*Stored items*:

--- --- ---

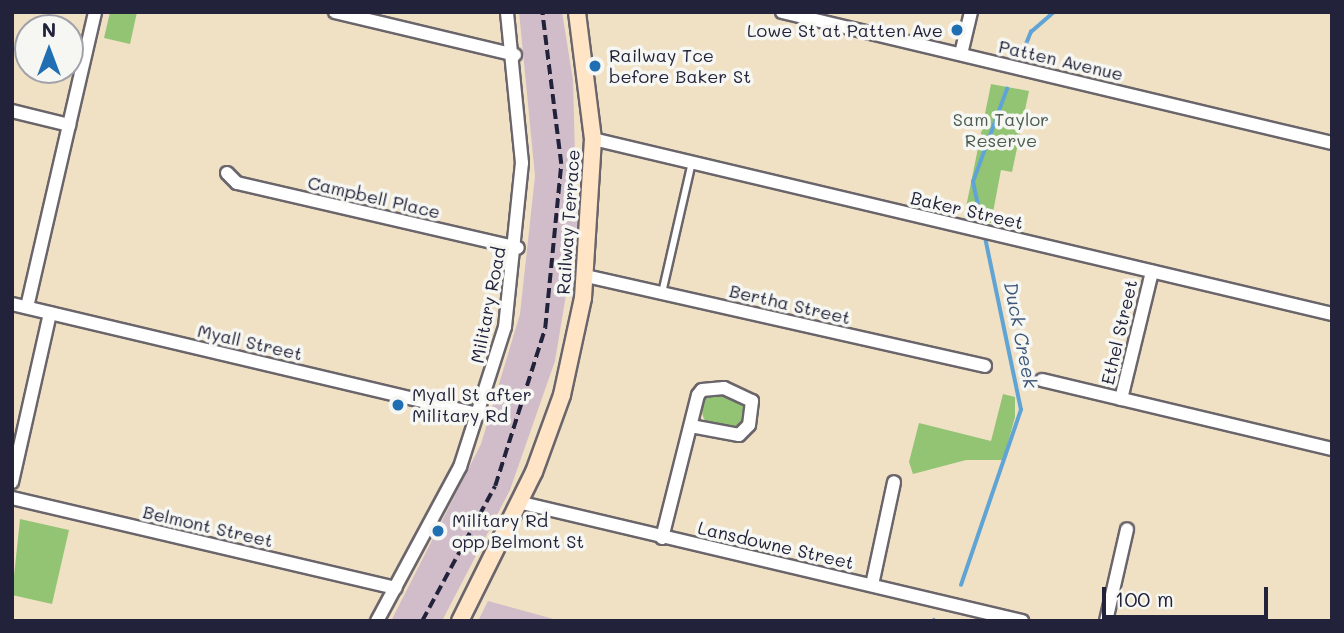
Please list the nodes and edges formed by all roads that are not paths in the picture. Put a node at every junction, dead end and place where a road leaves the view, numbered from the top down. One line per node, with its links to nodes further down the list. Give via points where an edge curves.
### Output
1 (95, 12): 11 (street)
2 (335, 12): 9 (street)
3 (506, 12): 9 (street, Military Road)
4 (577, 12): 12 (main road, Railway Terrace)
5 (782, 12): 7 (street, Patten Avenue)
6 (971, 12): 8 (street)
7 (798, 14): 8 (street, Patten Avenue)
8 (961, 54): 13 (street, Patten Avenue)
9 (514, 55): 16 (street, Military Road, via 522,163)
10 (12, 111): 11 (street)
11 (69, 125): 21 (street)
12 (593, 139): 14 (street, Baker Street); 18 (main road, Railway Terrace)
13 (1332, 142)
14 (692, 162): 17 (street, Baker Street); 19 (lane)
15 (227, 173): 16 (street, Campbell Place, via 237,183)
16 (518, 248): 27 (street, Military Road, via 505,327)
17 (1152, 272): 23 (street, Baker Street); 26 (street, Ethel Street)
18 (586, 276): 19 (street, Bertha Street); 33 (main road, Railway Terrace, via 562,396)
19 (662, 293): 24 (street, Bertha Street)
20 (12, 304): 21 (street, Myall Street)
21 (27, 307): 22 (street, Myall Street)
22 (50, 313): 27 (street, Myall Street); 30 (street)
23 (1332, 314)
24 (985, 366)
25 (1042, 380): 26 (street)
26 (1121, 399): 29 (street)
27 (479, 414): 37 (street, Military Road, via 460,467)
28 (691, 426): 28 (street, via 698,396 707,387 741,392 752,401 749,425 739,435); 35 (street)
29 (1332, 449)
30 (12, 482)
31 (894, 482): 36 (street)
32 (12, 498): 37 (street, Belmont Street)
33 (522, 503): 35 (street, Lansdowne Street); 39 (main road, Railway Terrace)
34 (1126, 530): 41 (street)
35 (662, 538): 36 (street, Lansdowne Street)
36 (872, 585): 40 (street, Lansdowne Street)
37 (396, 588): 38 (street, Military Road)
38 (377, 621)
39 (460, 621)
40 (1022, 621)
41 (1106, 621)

--- --- ---

*WHAT THE TASK ASKS*: An exact reproduction of all the records is required, with no pictures included.

*SOLUTION TO THE PROBLEM*:
Please list the nodes and edges formed by all roads that are not paths in the picture. Put a node at every junction, dead end and place where a road leaves the view, numbered from the top down. One line per node, with its links to nodes further down the list. Give via points where an edge curves.
### Output
1 (95, 12): 11 (street)
2 (335, 12): 9 (street)
3 (506, 12): 9 (street, Military Road)
4 (577, 12): 12 (main road, Railway Terrace)
5 (782, 12): 7 (street, Patten Avenue)
6 (971, 12): 8 (street)
7 (798, 14): 8 (street, Patten Avenue)
8 (961, 54): 13 (street, Patten Avenue)
9 (514, 55): 16 (street, Military Road, via 522,163)
10 (12, 111): 11 (street)
11 (69, 125): 21 (street)
12 (593, 139): 14 (street, Baker Street); 18 (main road, Railway Terrace)
13 (1332, 142)
14 (692, 162): 17 (street, Baker Street); 19 (lane)
15 (227, 173): 16 (street, Campbell Place, via 237,183)
16 (518, 248): 27 (street, Military Road, via 505,327)
17 (1152, 272): 23 (street, Baker Street); 26 (street, Ethel Street)
18 (586, 276): 19 (street, Bertha Street); 33 (main road, Railway Terrace, via 562,396)
19 (662, 293): 24 (street, Bertha Street)
20 (12, 304): 21 (street, Myall Street)
21 (27, 307): 22 (street, Myall Street)
22 (50, 313): 27 (street, Myall Street); 30 (street)
23 (1332, 314)
24 (985, 366)
25 (1042, 380): 26 (street)
26 (1121, 399): 29 (street)
27 (479, 414): 37 (street, Military Road, via 460,467)
28 (691, 426): 28 (street, via 698,396 707,387 741,392 752,401 749,425 739,435); 35 (street)
29 (1332, 449)
30 (12, 482)
31 (894, 482): 36 (street)
32 (12, 498): 37 (street, Belmont Street)
33 (522, 503): 35 (street, Lansdowne Street); 39 (main road, Railway Terrace)
34 (1126, 530): 41 (street)
35 (662, 538): 36 (street, Lansdowne Street)
36 (872, 585): 40 (street, Lansdowne Street)
37 (396, 588): 38 (street, Military Road)
38 (377, 621)
39 (460, 621)
40 (1022, 621)
41 (1106, 621)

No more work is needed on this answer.